Task instructions:
Report every line of the data that includes "Systemprüfkurs".

━━━━

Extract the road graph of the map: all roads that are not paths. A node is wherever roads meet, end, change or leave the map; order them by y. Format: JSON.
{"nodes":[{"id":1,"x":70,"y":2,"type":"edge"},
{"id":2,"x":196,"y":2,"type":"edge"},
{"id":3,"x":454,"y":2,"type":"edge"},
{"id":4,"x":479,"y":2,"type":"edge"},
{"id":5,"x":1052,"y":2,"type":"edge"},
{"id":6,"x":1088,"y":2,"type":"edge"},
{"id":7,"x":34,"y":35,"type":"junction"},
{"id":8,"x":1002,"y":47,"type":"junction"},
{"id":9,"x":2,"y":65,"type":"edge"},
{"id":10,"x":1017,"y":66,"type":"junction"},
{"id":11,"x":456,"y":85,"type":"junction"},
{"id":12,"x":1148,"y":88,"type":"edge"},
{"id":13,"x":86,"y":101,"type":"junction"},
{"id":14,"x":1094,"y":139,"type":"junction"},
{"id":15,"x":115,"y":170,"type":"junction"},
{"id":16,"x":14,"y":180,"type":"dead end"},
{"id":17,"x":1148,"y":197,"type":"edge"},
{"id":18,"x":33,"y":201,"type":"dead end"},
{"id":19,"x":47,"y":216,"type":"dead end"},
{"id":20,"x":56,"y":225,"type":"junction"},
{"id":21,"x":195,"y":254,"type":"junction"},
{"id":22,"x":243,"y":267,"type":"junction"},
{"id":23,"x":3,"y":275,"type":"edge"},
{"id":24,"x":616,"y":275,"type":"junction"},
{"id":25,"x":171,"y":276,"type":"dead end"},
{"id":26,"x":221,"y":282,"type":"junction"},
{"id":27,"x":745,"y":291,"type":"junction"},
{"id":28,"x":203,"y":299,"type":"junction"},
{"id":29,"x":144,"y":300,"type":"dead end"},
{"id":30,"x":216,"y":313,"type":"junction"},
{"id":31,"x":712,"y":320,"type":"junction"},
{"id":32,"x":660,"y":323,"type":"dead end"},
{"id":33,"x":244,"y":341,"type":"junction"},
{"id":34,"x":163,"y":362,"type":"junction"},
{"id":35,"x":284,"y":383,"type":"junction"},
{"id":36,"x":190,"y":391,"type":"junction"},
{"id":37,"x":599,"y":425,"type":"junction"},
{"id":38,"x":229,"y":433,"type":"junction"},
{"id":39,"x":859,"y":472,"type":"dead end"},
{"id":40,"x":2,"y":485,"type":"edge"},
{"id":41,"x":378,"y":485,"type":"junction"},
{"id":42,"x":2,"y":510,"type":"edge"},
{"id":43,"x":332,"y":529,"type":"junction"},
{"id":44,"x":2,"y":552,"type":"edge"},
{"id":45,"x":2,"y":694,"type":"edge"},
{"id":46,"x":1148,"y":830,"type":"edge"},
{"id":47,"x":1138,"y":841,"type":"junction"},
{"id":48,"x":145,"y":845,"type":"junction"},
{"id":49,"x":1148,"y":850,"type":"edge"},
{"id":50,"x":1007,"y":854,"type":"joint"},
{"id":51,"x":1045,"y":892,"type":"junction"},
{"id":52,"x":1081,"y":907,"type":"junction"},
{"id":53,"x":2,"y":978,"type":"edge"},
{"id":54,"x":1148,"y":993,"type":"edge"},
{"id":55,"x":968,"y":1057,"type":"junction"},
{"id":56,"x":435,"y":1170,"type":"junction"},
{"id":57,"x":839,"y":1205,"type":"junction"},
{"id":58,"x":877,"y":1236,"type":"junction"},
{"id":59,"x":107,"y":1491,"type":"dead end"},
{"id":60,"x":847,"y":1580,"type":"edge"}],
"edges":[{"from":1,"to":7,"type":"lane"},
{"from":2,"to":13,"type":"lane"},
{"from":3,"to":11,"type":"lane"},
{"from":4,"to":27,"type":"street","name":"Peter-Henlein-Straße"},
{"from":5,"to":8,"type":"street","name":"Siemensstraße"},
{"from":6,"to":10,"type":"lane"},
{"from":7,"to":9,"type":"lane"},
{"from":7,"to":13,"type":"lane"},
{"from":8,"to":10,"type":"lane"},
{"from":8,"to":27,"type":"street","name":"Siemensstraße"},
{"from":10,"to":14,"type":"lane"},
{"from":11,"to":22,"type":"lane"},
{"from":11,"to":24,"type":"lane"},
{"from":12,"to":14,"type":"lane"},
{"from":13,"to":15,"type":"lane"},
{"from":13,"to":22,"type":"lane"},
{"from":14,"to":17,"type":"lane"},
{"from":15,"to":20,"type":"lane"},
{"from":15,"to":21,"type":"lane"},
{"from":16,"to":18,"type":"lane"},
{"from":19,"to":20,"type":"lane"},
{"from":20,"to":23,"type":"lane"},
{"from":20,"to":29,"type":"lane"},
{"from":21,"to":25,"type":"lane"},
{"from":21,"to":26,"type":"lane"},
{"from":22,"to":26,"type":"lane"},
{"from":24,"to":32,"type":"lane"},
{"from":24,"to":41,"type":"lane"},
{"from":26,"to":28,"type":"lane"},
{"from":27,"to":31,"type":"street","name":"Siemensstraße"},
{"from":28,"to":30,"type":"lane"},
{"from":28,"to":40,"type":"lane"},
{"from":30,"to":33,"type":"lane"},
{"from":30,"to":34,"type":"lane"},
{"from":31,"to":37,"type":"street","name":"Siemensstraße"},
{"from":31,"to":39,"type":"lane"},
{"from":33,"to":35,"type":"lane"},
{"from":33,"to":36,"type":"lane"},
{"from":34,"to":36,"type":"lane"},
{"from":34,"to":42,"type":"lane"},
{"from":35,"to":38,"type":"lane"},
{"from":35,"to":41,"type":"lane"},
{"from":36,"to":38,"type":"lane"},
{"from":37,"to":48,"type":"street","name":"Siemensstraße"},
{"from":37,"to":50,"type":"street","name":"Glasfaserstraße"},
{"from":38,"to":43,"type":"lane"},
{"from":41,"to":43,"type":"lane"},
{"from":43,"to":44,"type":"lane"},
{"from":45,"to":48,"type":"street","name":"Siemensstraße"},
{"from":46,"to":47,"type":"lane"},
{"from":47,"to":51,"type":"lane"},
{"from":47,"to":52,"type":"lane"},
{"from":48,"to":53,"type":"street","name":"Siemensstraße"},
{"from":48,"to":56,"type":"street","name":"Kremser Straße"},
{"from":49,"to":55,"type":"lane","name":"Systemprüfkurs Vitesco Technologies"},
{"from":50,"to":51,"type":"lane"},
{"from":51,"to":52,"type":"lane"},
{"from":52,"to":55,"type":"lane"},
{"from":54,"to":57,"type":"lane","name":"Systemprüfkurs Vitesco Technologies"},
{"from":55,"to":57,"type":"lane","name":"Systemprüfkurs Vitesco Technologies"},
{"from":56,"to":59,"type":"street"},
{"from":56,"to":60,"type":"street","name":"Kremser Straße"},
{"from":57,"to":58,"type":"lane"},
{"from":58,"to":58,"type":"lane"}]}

━━━━

Result for this exercise:
{"from":49,"to":55,"type":"lane","name":"Systemprüfkurs Vitesco Technologies"},
{"from":54,"to":57,"type":"lane","name":"Systemprüfkurs Vitesco Technologies"},
{"from":55,"to":57,"type":"lane","name":"Systemprüfkurs Vitesco Technologies"},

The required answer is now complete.